*Directions*. Reproduction without pictures: print every entry precisely as written.

*Given data*.
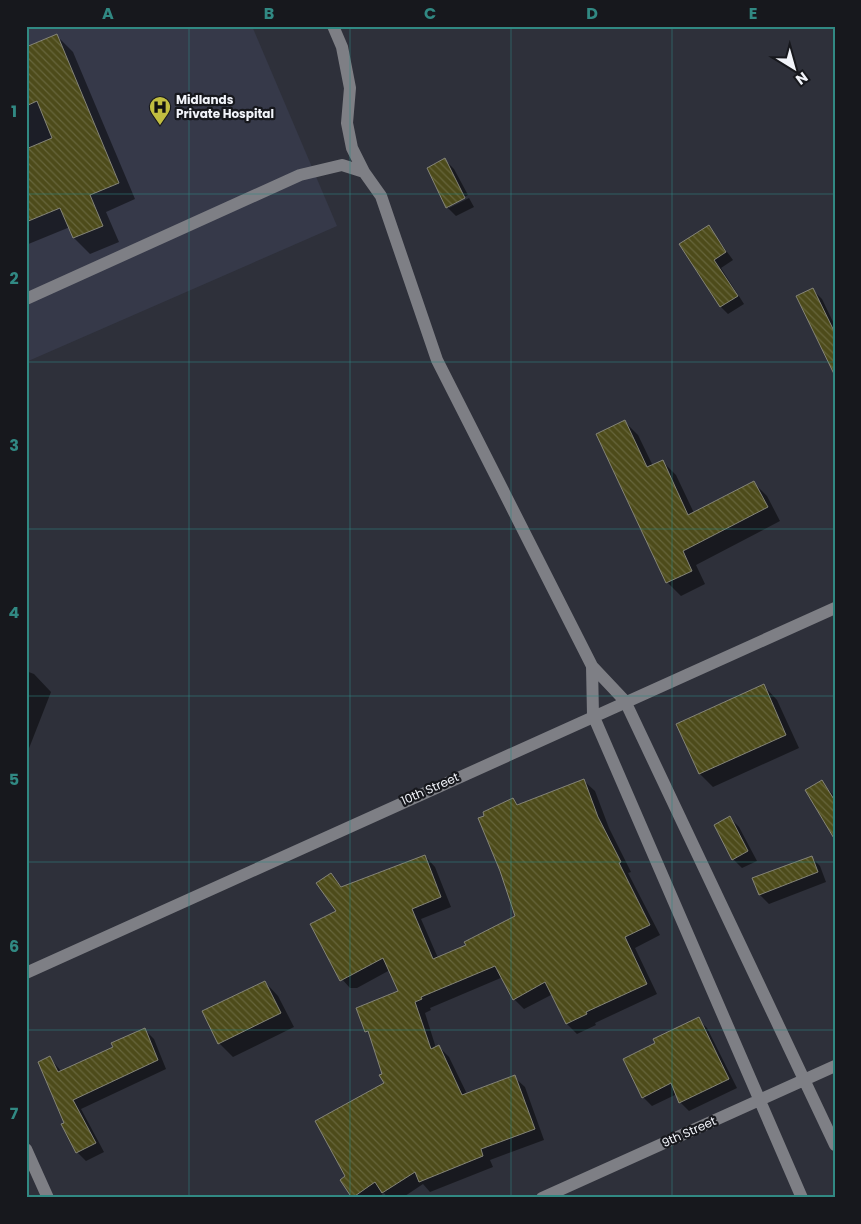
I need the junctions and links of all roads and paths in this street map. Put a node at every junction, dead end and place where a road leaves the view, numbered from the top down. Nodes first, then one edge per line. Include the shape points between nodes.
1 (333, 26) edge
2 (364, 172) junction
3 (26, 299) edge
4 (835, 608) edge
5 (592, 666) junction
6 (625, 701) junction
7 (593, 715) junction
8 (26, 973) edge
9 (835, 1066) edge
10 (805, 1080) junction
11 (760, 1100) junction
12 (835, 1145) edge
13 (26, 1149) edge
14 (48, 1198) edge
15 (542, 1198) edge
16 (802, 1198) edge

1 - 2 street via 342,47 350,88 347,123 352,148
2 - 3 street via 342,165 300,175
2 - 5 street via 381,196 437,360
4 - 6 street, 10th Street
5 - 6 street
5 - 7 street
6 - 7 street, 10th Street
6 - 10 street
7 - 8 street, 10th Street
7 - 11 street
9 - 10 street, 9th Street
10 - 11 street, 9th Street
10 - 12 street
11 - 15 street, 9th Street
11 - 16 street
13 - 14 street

*Response below*.
I need the junctions and links of all roads and paths in this street map. Put a node at every junction, dead end and place where a road leaves the view, numbered from the top down. Nodes first, then one edge per line. Include the shape points between nodes.
1 (333, 26) edge
2 (364, 172) junction
3 (26, 299) edge
4 (835, 608) edge
5 (592, 666) junction
6 (625, 701) junction
7 (593, 715) junction
8 (26, 973) edge
9 (835, 1066) edge
10 (805, 1080) junction
11 (760, 1100) junction
12 (835, 1145) edge
13 (26, 1149) edge
14 (48, 1198) edge
15 (542, 1198) edge
16 (802, 1198) edge

1 - 2 street via 342,47 350,88 347,123 352,148
2 - 3 street via 342,165 300,175
2 - 5 street via 381,196 437,360
4 - 6 street, 10th Street
5 - 6 street
5 - 7 street
6 - 7 street, 10th Street
6 - 10 street
7 - 8 street, 10th Street
7 - 11 street
9 - 10 street, 9th Street
10 - 11 street, 9th Street
10 - 12 street
11 - 15 street, 9th Street
11 - 16 street
13 - 14 street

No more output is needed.